Task details:
Could you return every line of the records below that contains the word "paths"?

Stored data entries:
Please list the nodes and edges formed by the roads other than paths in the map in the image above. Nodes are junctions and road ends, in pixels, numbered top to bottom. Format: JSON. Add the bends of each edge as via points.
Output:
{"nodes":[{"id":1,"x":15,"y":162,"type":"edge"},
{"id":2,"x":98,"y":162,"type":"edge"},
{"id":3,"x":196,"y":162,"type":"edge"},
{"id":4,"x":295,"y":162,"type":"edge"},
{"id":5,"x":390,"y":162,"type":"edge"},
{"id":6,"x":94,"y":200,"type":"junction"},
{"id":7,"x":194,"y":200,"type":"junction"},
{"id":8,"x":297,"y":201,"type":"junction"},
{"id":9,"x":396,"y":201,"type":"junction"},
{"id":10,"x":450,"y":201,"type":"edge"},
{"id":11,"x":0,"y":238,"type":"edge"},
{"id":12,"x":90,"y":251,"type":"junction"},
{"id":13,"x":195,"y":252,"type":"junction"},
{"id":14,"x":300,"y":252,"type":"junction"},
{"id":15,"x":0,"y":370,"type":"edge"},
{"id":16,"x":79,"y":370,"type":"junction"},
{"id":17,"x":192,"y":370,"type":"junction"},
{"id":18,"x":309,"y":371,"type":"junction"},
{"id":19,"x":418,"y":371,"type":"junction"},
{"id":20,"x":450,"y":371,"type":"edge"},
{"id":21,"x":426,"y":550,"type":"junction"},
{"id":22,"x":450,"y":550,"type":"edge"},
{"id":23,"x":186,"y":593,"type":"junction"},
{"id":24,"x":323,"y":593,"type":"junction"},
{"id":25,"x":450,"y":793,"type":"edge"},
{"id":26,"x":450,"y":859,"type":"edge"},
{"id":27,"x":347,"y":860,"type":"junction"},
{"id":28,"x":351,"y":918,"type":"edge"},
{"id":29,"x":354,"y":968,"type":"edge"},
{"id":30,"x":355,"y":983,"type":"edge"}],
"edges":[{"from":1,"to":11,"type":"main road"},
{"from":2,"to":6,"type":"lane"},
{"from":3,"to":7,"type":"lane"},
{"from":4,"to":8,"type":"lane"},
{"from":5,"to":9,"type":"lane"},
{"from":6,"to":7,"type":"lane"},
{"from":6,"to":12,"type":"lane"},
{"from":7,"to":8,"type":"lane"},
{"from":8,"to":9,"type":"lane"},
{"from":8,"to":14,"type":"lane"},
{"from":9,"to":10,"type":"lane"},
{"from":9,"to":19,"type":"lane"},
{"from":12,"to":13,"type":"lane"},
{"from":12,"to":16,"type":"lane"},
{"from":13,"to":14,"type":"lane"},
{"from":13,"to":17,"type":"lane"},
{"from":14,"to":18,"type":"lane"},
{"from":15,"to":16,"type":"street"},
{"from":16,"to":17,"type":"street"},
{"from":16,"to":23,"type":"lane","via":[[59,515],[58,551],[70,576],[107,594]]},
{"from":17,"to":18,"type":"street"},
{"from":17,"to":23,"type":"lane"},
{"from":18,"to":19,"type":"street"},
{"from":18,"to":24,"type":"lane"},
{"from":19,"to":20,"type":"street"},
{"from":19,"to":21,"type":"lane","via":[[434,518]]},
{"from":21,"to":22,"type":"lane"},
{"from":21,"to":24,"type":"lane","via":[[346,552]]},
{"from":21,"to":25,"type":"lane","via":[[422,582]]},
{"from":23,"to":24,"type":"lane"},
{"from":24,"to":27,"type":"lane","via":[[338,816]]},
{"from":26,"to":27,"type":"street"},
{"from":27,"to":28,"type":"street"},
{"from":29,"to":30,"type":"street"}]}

* * *

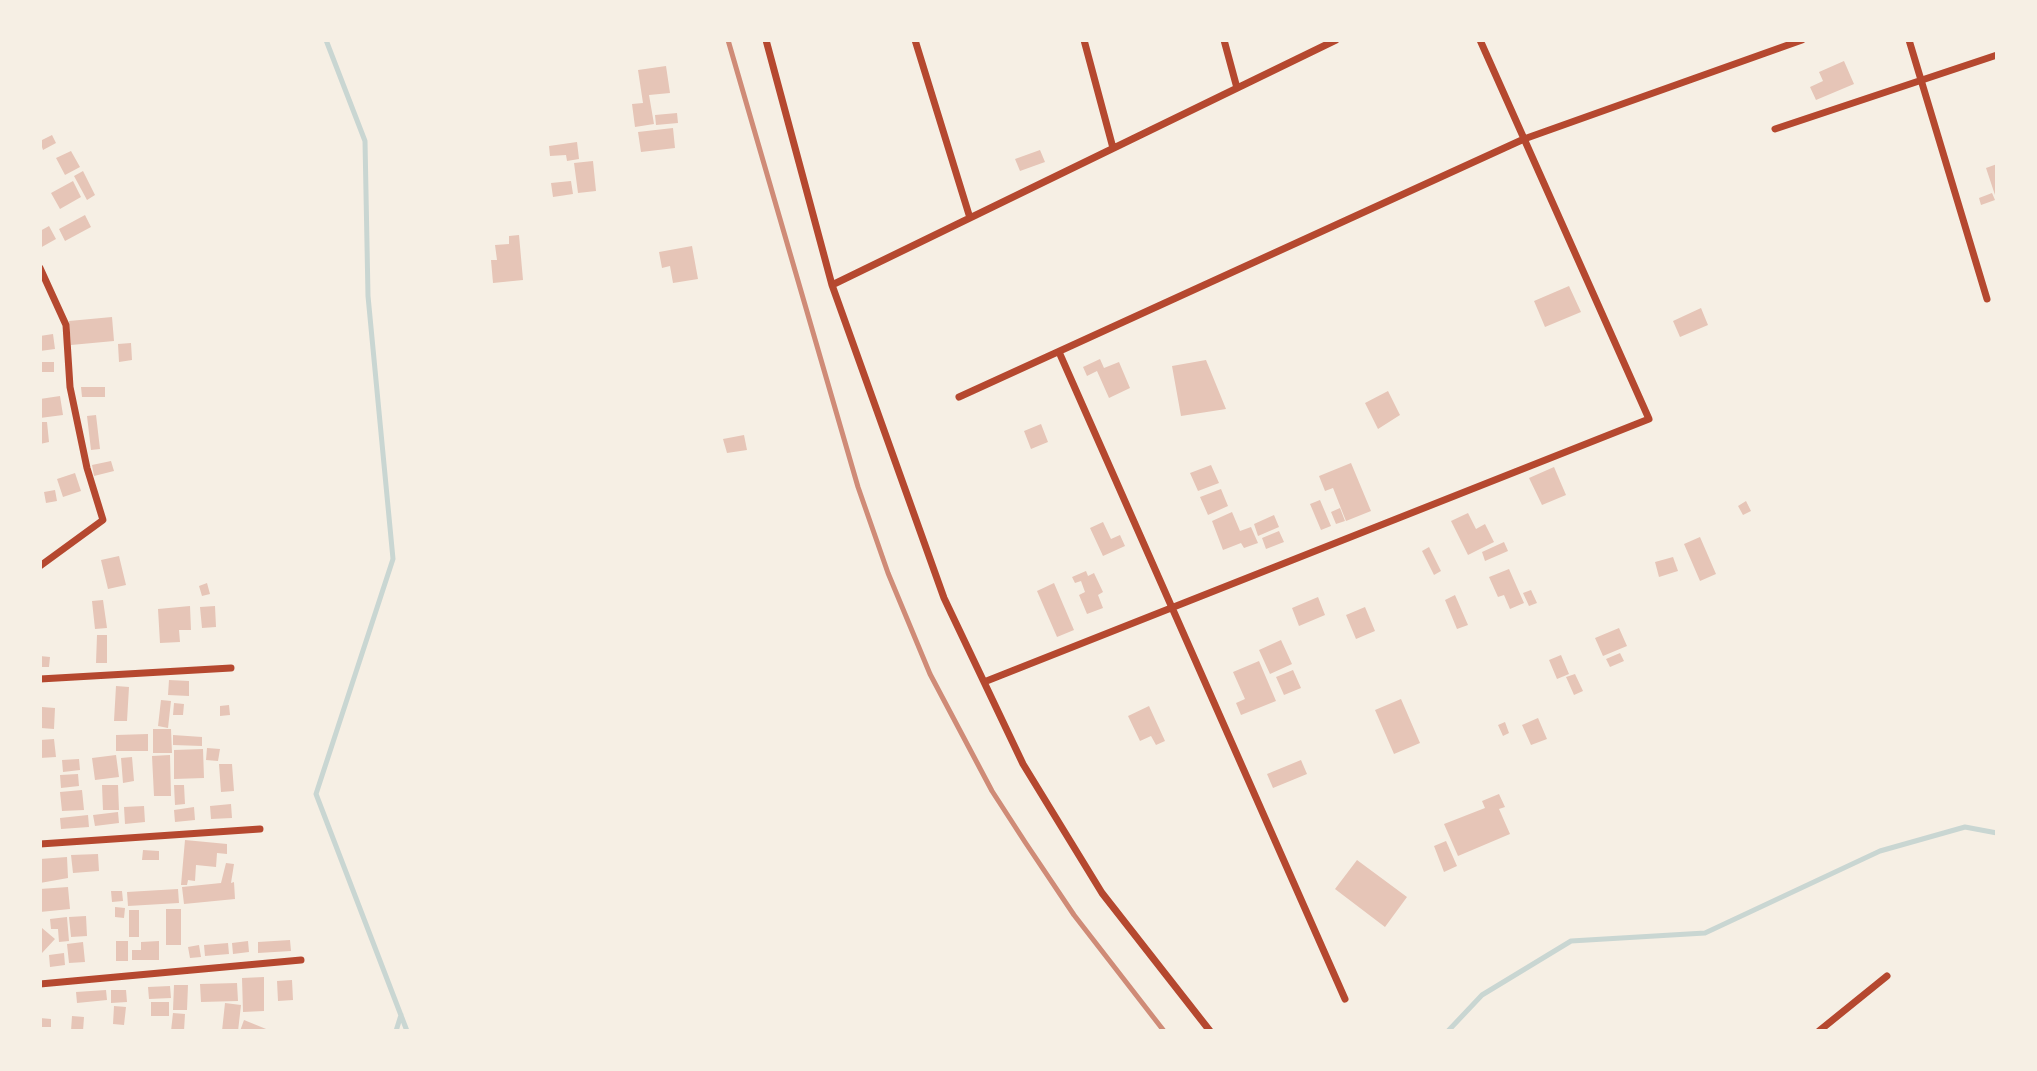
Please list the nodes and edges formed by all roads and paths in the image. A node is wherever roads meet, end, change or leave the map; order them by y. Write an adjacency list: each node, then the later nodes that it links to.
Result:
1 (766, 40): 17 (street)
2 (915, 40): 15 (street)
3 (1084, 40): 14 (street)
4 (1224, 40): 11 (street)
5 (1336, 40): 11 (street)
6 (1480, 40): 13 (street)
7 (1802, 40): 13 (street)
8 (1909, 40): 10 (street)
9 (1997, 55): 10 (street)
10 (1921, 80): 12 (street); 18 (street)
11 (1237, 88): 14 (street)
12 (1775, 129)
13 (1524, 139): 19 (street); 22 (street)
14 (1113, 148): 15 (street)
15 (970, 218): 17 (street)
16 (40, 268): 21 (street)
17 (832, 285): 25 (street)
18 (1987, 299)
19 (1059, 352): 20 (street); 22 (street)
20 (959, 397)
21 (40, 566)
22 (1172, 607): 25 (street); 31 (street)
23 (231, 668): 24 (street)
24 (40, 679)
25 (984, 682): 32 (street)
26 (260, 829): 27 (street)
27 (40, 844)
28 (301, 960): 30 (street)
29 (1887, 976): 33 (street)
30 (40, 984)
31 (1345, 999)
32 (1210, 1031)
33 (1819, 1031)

Answer section:
Please list the nodes and edges formed by the roads other than paths in the map in the image above. Nodes are junctions and road ends, in pixels, numbered top to bottom. Format: JSON. Add the bends of each edge as via points.
Please list the nodes and edges formed by all roads and paths in the image. A node is wherever roads meet, end, change or leave the map; order them by y. Write an adjacency list: each node, then the later nodes that it links to.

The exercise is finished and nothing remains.